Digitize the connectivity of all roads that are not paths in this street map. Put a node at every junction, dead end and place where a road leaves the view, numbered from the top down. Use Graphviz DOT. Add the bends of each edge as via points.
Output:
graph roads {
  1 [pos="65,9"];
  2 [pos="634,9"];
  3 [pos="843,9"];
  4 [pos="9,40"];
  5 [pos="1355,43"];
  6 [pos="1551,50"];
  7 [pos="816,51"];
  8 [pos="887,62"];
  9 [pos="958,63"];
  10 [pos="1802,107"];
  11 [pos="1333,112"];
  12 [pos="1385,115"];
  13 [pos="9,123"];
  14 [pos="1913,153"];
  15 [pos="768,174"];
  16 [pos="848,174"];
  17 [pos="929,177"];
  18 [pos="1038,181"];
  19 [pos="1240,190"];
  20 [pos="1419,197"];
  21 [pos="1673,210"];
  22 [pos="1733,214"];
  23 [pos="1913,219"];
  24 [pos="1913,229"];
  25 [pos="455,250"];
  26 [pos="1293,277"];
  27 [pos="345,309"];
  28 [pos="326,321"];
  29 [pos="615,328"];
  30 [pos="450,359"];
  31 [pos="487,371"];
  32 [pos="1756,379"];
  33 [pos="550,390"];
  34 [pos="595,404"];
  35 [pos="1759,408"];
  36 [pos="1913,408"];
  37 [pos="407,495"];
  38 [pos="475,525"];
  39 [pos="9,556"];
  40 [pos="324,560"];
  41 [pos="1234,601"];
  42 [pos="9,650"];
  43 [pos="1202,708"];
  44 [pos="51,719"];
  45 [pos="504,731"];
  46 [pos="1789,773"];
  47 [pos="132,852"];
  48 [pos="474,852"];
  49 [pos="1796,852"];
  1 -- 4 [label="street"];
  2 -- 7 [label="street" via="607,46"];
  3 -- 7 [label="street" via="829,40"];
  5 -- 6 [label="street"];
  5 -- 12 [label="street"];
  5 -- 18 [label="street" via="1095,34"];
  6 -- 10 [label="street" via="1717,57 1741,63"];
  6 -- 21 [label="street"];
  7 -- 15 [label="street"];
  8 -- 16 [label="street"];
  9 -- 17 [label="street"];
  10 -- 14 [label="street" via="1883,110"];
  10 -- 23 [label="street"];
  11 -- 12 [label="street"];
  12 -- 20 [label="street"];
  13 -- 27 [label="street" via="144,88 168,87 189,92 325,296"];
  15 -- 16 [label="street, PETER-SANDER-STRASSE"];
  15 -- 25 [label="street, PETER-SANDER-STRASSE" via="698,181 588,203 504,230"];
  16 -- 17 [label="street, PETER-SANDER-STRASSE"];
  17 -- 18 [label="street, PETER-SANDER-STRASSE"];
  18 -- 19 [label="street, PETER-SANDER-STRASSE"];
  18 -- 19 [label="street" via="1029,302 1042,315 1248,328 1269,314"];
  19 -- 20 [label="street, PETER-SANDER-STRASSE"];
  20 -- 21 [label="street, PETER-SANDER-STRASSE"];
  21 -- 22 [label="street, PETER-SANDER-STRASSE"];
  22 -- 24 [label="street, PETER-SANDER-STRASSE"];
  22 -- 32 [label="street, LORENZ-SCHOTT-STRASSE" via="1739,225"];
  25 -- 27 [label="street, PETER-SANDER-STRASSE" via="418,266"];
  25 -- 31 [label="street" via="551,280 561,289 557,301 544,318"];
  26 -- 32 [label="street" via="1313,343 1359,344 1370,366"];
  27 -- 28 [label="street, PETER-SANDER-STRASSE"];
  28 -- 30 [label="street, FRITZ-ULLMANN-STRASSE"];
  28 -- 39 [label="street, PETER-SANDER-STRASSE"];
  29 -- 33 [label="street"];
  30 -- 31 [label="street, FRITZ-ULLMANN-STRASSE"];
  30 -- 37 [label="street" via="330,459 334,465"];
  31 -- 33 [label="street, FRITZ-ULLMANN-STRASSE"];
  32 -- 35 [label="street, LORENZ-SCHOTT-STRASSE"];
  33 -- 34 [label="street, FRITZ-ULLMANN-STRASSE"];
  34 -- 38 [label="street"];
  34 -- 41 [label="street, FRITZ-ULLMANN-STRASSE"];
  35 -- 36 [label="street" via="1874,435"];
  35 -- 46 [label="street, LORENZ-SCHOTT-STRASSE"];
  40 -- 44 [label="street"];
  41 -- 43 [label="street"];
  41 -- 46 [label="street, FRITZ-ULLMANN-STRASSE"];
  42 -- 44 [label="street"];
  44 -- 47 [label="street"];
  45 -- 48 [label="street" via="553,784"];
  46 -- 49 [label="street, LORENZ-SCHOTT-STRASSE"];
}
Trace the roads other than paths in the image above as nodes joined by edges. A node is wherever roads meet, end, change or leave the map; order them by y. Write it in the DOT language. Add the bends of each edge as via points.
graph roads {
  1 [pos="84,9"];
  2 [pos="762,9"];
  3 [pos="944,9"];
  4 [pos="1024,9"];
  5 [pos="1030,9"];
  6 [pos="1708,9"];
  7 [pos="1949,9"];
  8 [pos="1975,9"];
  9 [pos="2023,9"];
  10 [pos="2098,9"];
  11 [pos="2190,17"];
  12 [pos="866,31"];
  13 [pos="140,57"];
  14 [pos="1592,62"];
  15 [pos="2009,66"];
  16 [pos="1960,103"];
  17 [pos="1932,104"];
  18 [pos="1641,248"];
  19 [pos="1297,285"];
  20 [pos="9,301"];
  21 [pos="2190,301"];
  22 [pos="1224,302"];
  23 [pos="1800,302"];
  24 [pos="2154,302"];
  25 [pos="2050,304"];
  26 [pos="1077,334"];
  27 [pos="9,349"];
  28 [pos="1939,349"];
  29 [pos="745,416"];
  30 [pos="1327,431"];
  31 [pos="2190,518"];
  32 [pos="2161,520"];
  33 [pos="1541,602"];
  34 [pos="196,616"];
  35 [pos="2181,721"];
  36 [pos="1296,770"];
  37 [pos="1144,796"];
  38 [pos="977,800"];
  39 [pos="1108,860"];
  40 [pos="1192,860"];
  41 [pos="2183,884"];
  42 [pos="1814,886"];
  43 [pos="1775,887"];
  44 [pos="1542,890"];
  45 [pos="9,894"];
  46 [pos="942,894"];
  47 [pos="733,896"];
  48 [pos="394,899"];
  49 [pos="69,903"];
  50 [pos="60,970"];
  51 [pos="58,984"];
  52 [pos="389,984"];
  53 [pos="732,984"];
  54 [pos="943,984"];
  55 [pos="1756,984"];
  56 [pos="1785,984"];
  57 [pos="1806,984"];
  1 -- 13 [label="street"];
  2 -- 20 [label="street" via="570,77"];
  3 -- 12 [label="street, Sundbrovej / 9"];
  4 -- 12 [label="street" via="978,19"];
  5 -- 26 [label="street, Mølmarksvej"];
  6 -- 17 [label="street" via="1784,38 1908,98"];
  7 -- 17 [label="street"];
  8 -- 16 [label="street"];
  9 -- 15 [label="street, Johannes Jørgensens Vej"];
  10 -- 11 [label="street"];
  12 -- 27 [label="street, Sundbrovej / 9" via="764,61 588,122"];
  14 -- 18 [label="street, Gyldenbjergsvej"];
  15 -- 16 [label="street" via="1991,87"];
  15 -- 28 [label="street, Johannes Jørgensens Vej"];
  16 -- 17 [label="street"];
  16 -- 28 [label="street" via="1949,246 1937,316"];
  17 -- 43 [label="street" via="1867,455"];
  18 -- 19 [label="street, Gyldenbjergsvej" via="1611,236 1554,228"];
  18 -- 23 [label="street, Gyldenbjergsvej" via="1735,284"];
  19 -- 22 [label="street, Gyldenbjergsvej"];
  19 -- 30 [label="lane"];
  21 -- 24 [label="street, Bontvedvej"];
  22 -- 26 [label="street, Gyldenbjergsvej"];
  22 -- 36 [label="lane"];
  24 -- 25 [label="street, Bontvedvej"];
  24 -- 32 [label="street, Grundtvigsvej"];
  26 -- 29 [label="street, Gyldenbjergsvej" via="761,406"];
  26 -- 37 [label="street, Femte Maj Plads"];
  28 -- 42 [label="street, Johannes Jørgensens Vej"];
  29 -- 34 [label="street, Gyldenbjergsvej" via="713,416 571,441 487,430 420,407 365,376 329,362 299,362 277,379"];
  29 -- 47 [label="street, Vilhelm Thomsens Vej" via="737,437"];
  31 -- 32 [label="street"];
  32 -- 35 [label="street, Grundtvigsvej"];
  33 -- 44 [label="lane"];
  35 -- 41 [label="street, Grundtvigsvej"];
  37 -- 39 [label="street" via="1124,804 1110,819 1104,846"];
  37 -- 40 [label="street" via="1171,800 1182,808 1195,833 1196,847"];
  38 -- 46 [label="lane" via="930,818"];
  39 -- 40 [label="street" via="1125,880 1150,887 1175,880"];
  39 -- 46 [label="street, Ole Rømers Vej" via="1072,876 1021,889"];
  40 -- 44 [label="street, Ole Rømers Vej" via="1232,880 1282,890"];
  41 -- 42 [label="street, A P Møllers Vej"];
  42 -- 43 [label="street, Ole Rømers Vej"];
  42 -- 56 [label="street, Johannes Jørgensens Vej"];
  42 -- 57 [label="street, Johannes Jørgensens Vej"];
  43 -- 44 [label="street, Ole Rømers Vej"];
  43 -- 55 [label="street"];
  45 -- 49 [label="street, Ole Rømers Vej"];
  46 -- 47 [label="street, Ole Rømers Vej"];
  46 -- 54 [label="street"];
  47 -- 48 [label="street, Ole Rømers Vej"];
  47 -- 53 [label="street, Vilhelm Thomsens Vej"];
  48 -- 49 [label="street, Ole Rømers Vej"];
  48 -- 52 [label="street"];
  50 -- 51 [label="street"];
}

§ **YOUR ASSIGNMENT**:
Every line in the records above that contains the word "lane" is to be copied out.

§ **ANSWER SECTION**:
  19 -- 30 [label="lane"];
  22 -- 36 [label="lane"];
  33 -- 44 [label="lane"];
  38 -- 46 [label="lane" via="930,818"];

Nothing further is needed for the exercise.